(Stored items)
»»

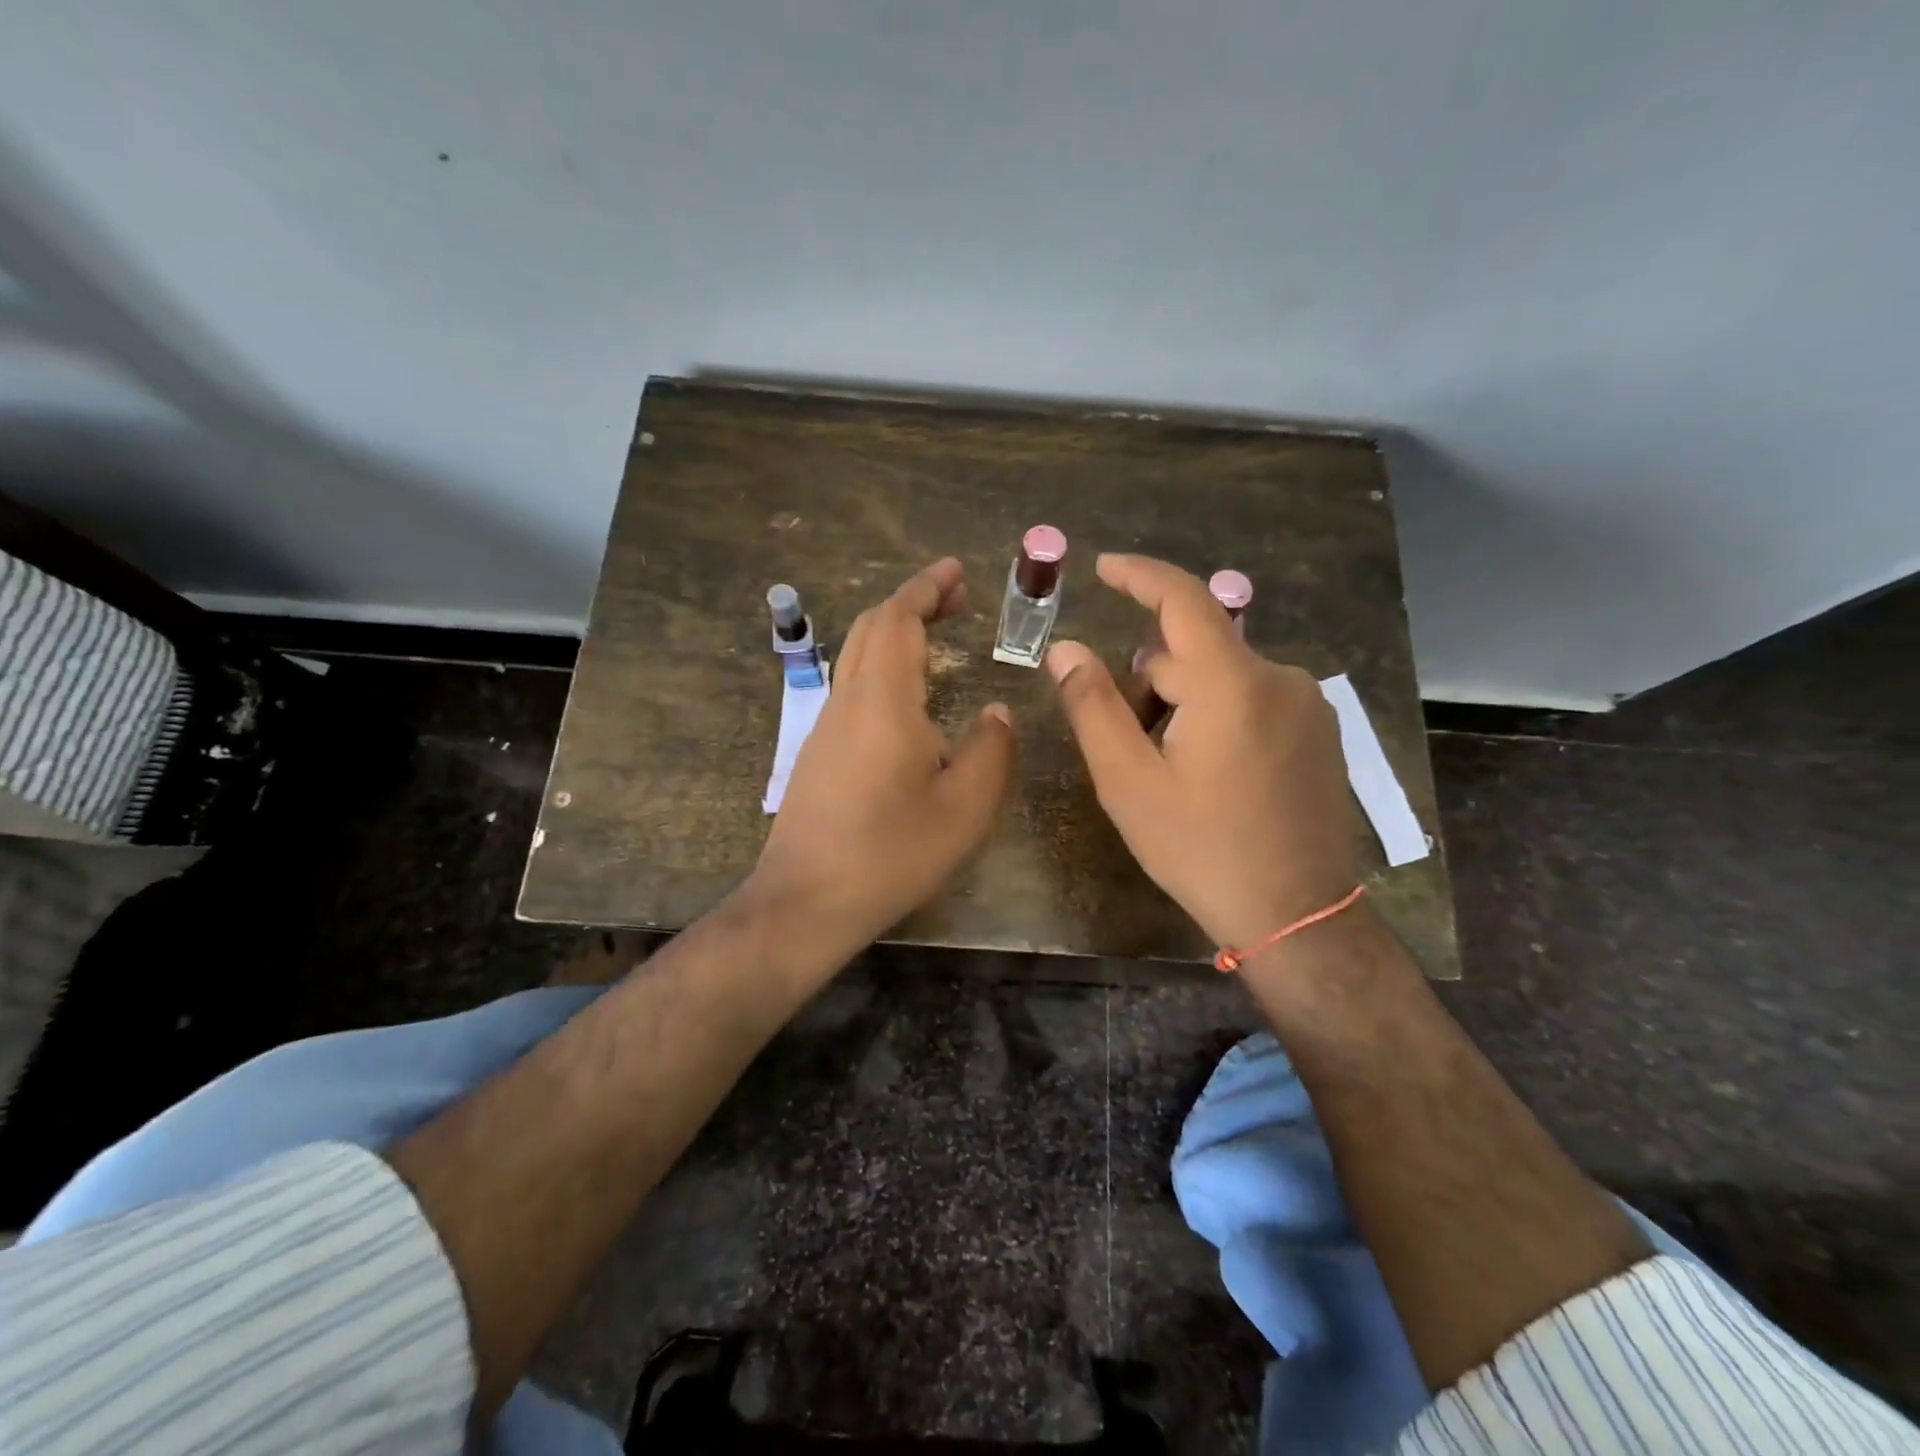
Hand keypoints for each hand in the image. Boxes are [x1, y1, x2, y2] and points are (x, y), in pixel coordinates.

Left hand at [750, 558, 1016, 959]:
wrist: (805, 901)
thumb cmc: (890, 853)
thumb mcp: (964, 808)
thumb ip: (990, 751)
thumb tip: (995, 714)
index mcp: (883, 701)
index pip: (898, 619)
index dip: (926, 587)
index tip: (956, 571)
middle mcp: (847, 701)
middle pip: (871, 628)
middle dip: (913, 602)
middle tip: (956, 600)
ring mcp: (826, 727)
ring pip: (857, 656)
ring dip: (896, 634)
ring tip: (938, 638)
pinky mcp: (818, 753)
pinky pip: (853, 687)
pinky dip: (884, 666)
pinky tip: (909, 700)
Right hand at [1045, 554, 1358, 954]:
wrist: (1298, 916)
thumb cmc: (1201, 848)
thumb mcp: (1128, 781)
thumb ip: (1092, 706)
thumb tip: (1065, 648)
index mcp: (1231, 682)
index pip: (1181, 599)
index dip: (1138, 575)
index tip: (1102, 567)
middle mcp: (1278, 677)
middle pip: (1192, 653)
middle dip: (1148, 684)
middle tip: (1126, 749)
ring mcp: (1308, 705)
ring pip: (1221, 678)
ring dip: (1182, 704)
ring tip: (1169, 772)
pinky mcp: (1321, 732)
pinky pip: (1253, 699)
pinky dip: (1218, 715)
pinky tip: (1211, 775)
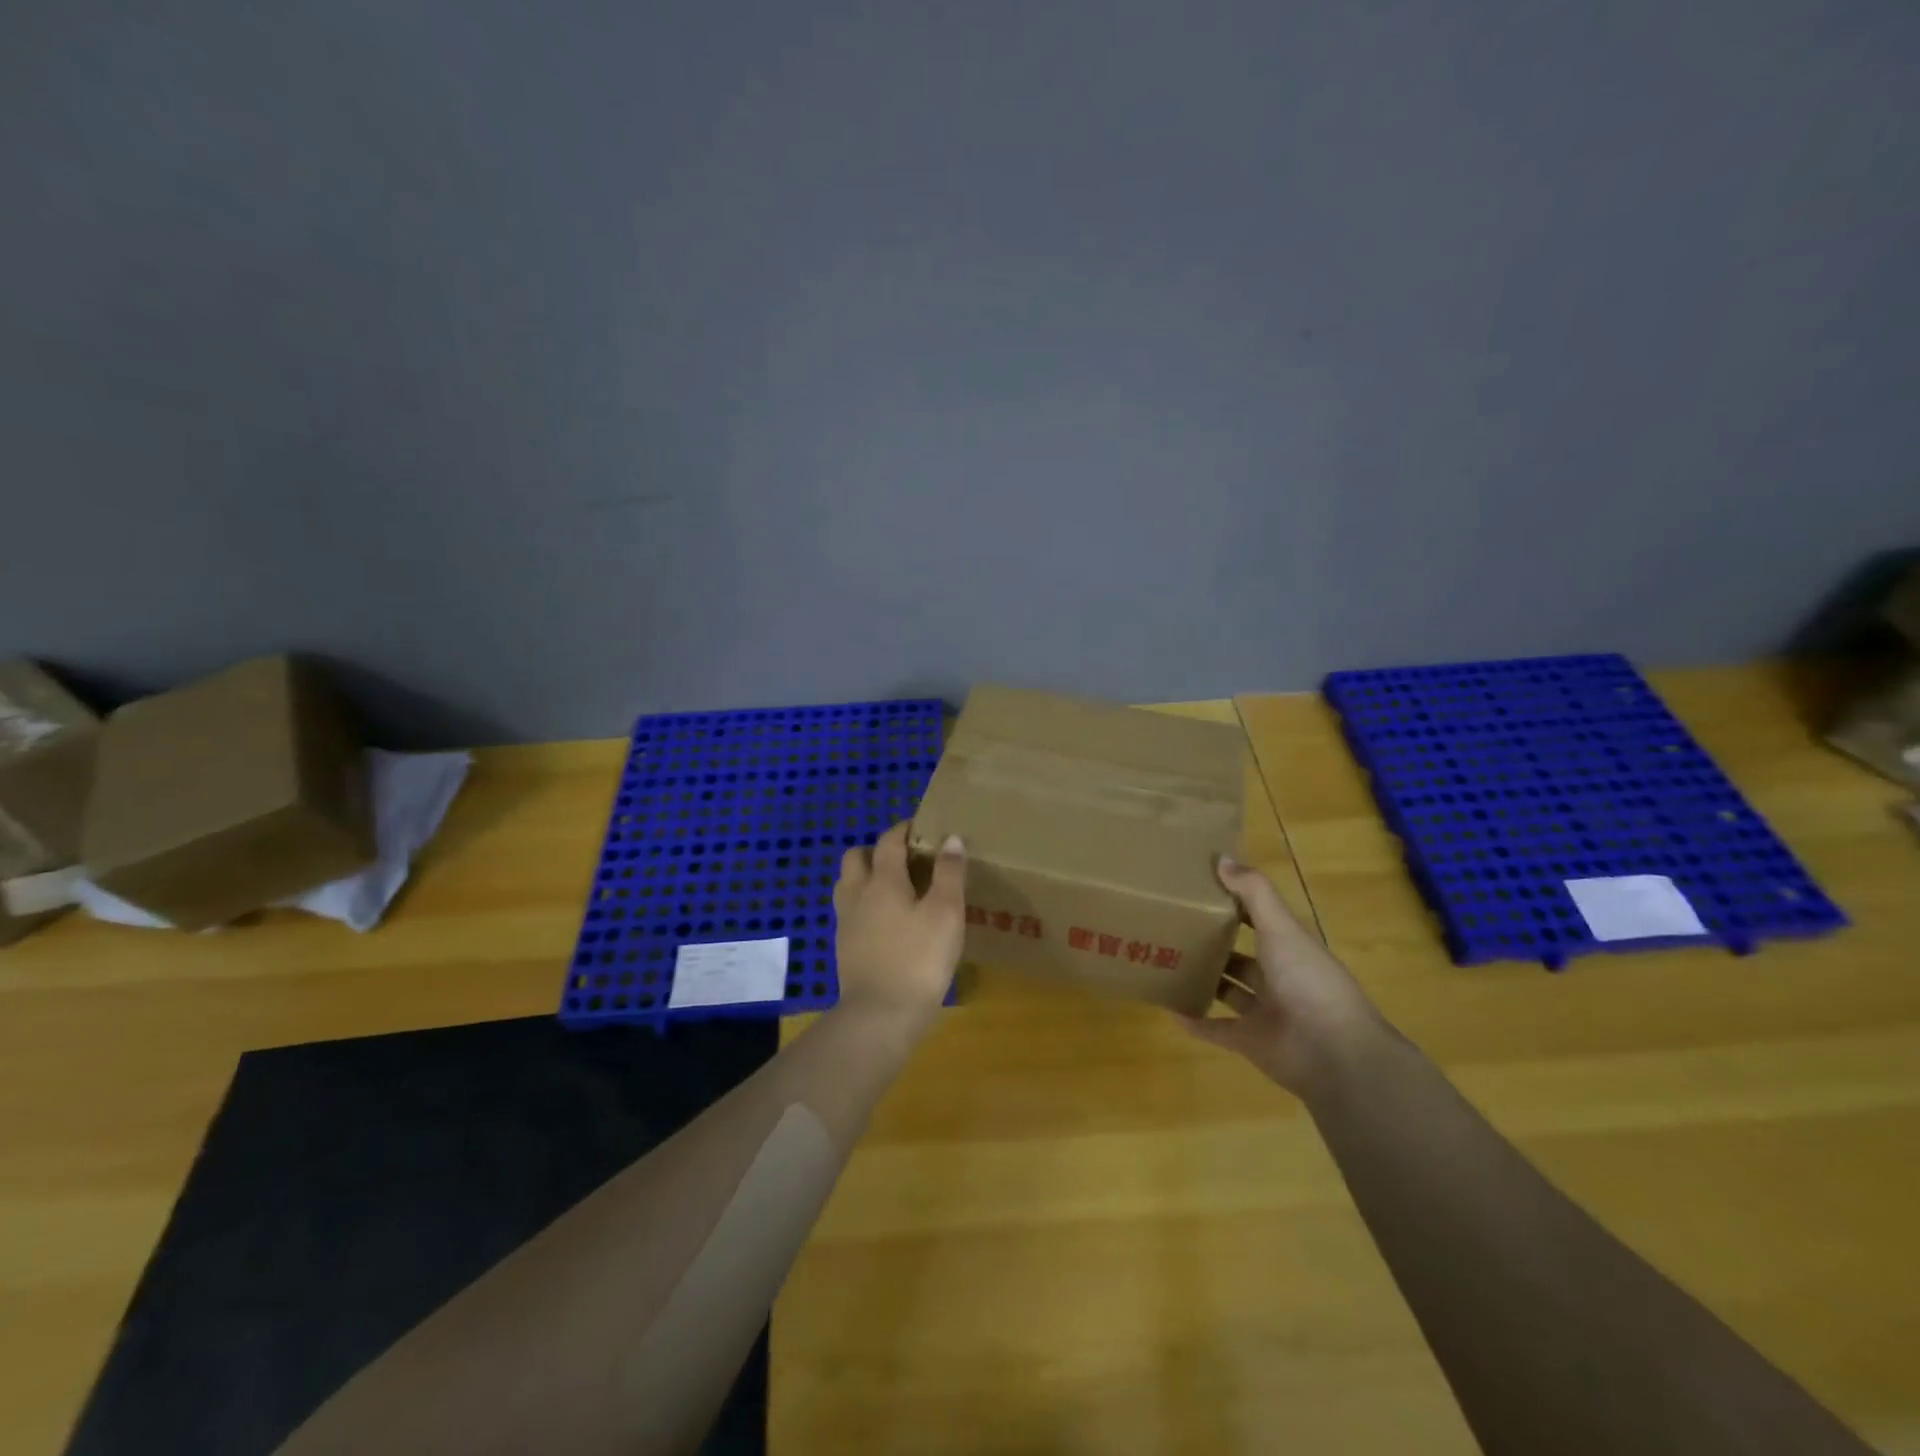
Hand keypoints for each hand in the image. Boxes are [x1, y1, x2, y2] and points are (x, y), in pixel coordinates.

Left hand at [832, 821, 967, 1033]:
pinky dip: (865, 905)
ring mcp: (846, 923)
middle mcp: (858, 894)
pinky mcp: (844, 948)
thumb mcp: (946, 913)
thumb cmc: (919, 959)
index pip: (889, 841)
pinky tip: (886, 922)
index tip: (922, 827)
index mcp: (883, 881)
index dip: (904, 829)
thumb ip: (949, 873)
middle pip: (856, 857)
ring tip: (894, 888)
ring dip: (866, 876)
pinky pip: (850, 912)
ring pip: (848, 884)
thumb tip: (951, 839)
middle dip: (876, 850)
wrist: (880, 1015)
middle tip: (905, 859)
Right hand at [1179, 856, 1383, 1096]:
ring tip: (1167, 962)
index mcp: (1289, 947)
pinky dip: (1195, 1022)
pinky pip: (1217, 1029)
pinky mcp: (1250, 1042)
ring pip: (1228, 991)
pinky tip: (1169, 1009)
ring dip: (1203, 980)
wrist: (1335, 1055)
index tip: (1199, 889)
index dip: (1235, 904)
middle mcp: (1278, 977)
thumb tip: (1221, 858)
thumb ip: (1253, 893)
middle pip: (1241, 956)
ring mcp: (1264, 1012)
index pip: (1259, 919)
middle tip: (1173, 927)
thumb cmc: (1309, 981)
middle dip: (1213, 943)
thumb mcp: (1281, 929)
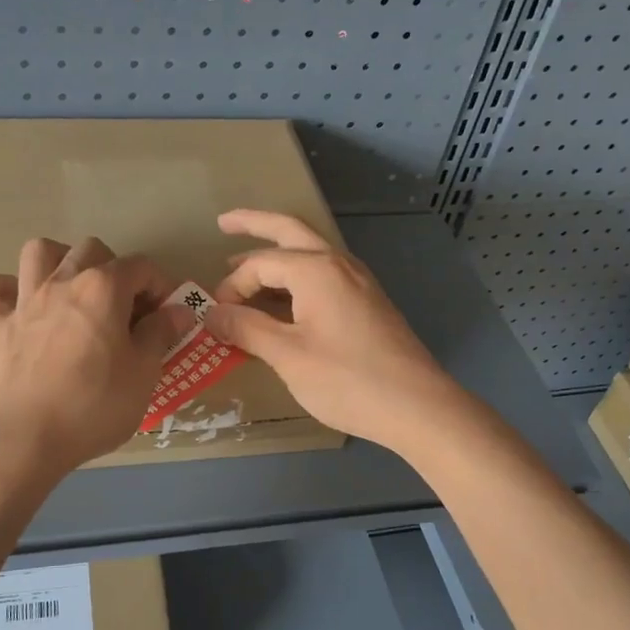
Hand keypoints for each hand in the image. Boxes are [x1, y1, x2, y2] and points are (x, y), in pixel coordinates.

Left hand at [0, 236, 191, 473]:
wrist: (29, 437)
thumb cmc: (96, 405)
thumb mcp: (144, 373)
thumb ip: (160, 334)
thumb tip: (176, 310)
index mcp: (103, 289)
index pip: (141, 267)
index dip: (160, 286)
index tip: (166, 315)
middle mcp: (62, 282)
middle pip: (91, 249)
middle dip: (113, 267)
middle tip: (123, 306)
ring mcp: (24, 302)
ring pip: (36, 253)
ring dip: (57, 261)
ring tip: (71, 288)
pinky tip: (14, 305)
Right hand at [203, 210, 464, 452]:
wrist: (418, 407)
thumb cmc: (348, 380)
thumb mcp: (288, 355)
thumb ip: (247, 329)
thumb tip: (211, 313)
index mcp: (316, 270)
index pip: (259, 264)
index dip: (231, 287)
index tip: (215, 318)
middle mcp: (338, 264)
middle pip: (290, 231)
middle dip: (255, 224)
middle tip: (223, 222)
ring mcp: (358, 282)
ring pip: (310, 253)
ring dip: (277, 253)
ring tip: (246, 266)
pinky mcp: (367, 303)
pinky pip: (323, 277)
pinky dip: (295, 279)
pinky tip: (283, 301)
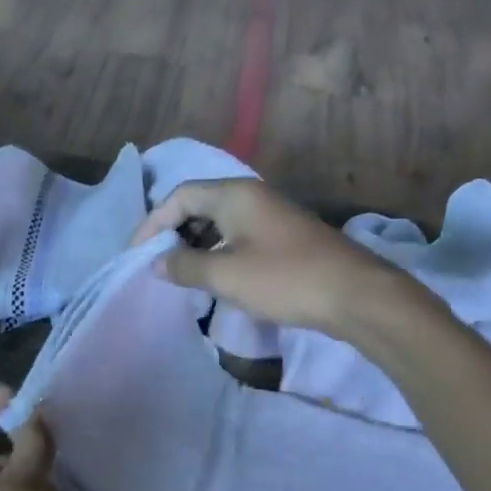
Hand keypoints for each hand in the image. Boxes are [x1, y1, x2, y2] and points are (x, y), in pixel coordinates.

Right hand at [131, 178, 401, 335]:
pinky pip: (238, 237)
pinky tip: (213, 279)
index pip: (179, 197)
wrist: (354, 295)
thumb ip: (184, 266)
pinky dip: (217, 253)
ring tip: (180, 275)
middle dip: (172, 233)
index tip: (136, 254)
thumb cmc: (284, 279)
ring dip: (195, 246)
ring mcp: (270, 216)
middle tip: (156, 264)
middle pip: (198, 206)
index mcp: (234, 194)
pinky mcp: (283, 238)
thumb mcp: (225, 275)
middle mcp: (252, 196)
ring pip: (219, 223)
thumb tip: (157, 263)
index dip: (152, 223)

««

### WHAT YOU NEED TO DO
Every record above should reappear exactly, with the pictures gone.

### SOLVED PROBLEM
Hand keypoints for each hand in the image. Boxes are [x1, y1, x2, y2] and points are (x, y), in pixel coordinates.

Left hand at [750, 558, 1016, 959]:
wrist: (805, 901)
thumb cmc: (890, 853)
thumb mcp: (964, 808)
thumb ip: (990, 751)
thumb tip: (995, 714)
index mcp: (883, 701)
index pip: (898, 619)
index dip: (926, 587)
index tip: (956, 571)
middle mcp: (847, 701)
middle pip: (871, 628)
middle dip: (913, 602)
middle tip: (956, 600)
ring mcp: (826, 727)
ring pip: (857, 656)
ring dip: (896, 634)
ring tip: (938, 638)
pinky mcp: (818, 753)
pinky pip: (853, 687)
pinky dip: (884, 666)
pinky tip: (909, 700)
Right hand at [1045, 554, 1358, 954]:
wrist: (1298, 916)
thumb cmc: (1201, 848)
thumb mcp: (1128, 781)
thumb ip: (1092, 706)
thumb tip: (1065, 648)
index mcp: (1231, 682)
index pip: (1181, 599)
index dip: (1138, 575)
index tip: (1102, 567)
middle mcp: (1278, 677)
middle pip: (1192, 653)
middle dip: (1148, 684)
middle tip: (1126, 749)
ring mcp: (1308, 705)
ring pip: (1221, 678)
ring dip: (1182, 704)
ring tip: (1169, 772)
pinky mcp: (1321, 732)
pinky pip: (1253, 699)
pinky dip: (1218, 715)
pinky tip: (1211, 775)
Hand keypoints for each hand in the image. Boxes are [x1, y1, x2, y2] and points are (x, y), in pixel coordinates.

Left hand at [832, 821, 967, 1033]:
pinky dip: (865, 905)
ring mcp: (846, 923)
middle mcp: (858, 894)
pinky mcp: (844, 948)
thumb mcp: (946, 913)
thumb cmc: (919, 959)
index pip: (889, 841)
pinky tip: (886, 922)
index tip: (922, 827)
index mcp: (883, 881)
index dip: (904, 829)
thumb ip: (949, 873)
middle pip: (856, 857)
ring tip: (894, 888)
ring dip: (866, 876)
pinky pip: (850, 912)
ring pip: (848, 884)
thumb tip: (951, 839)
middle dip: (876, 850)
wrist: (880, 1015)
middle tip: (905, 859)
Right hand at [1179, 856, 1383, 1096]:
ring tip: (1167, 962)
index mcp: (1289, 947)
pinky dip: (1195, 1022)
pinky pip: (1217, 1029)
pinky mcp: (1250, 1042)
ring pip: (1228, 991)
pinky tip: (1169, 1009)
ring dip: (1203, 980)
wrist: (1335, 1055)
index tip: (1199, 889)
index dip: (1235, 904)
middle mcp: (1278, 977)
thumb tip: (1221, 858)
thumb ip: (1253, 893)
middle pip: (1241, 956)
ring mcp: (1264, 1012)
index pip: (1259, 919)
middle tip: (1173, 927)
thumb cmc: (1309, 981)
middle dip: (1213, 943)
thumb mcp: (1281, 929)
Hand keypoints for each hand in the image. Boxes are [x1, y1, x2, y2] and points are (x, y), in pixel coordinates.

Left hand at [0, 236, 191, 473]:
wrist: (29, 437)
thumb cmc: (96, 405)
thumb mcp: (144, 373)
thumb ip: (160, 334)
thumb tip: (176, 310)
index mcp: (103, 289)
index pip: (141, 267)
index dip: (160, 286)
index tip: (166, 315)
middle mcp: (62, 282)
middle pip: (91, 249)
middle dip: (113, 267)
middle tip: (123, 306)
ring mcp: (24, 302)
ring pip: (36, 253)
ring dip: (57, 261)
ring tip: (71, 288)
pinky tip: (14, 305)
Right hand at [203, 210, 464, 452]:
wrist: (418, 407)
thumb cmc: (348, 380)
thumb mcp: (288, 355)
thumb ip: (247, 329)
thumb tip: (211, 313)
index mcp: (316, 270)
index pip: (259, 264)
index dip: (231, 287)
index tip: (215, 318)
middle mcp: (338, 264)
middle pip: (290, 231)
middle dip: (255, 224)
middle tip: (223, 222)
ring mcp: (358, 282)
ring pip: (310, 253)
ring dip: (277, 253)
ring tip: (246, 266)
pinky mcp: (367, 303)
pinky pip: (323, 277)
pinky dip: (295, 279)
pinky tip: (283, 301)
Hand keypoints for each hand in the image. Boxes are [x1, y1, x2, y2] and points are (x, y), in pixel coordinates.

Right hand at [131, 178, 401, 335]:
pinky pip: (238, 237)
pinky tip: (213, 279)
index pip: (179, 197)
wrist: (354, 295)
thumb ip: (184, 266)
pinky dip: (217, 253)
ring tip: (180, 275)
middle dip: (172, 233)
index tip: (136, 254)
thumb cmc: (284, 279)
ring dip: (195, 246)
ring mcp: (270, 216)
middle tip: (156, 264)
middle pip: (198, 206)
index mcp: (234, 194)
pinky mcp: (283, 238)
thumb mcp: (225, 275)
middle mcp: (252, 196)
ring pip: (219, 223)
thumb tip: (157, 263)
index dip: (152, 223)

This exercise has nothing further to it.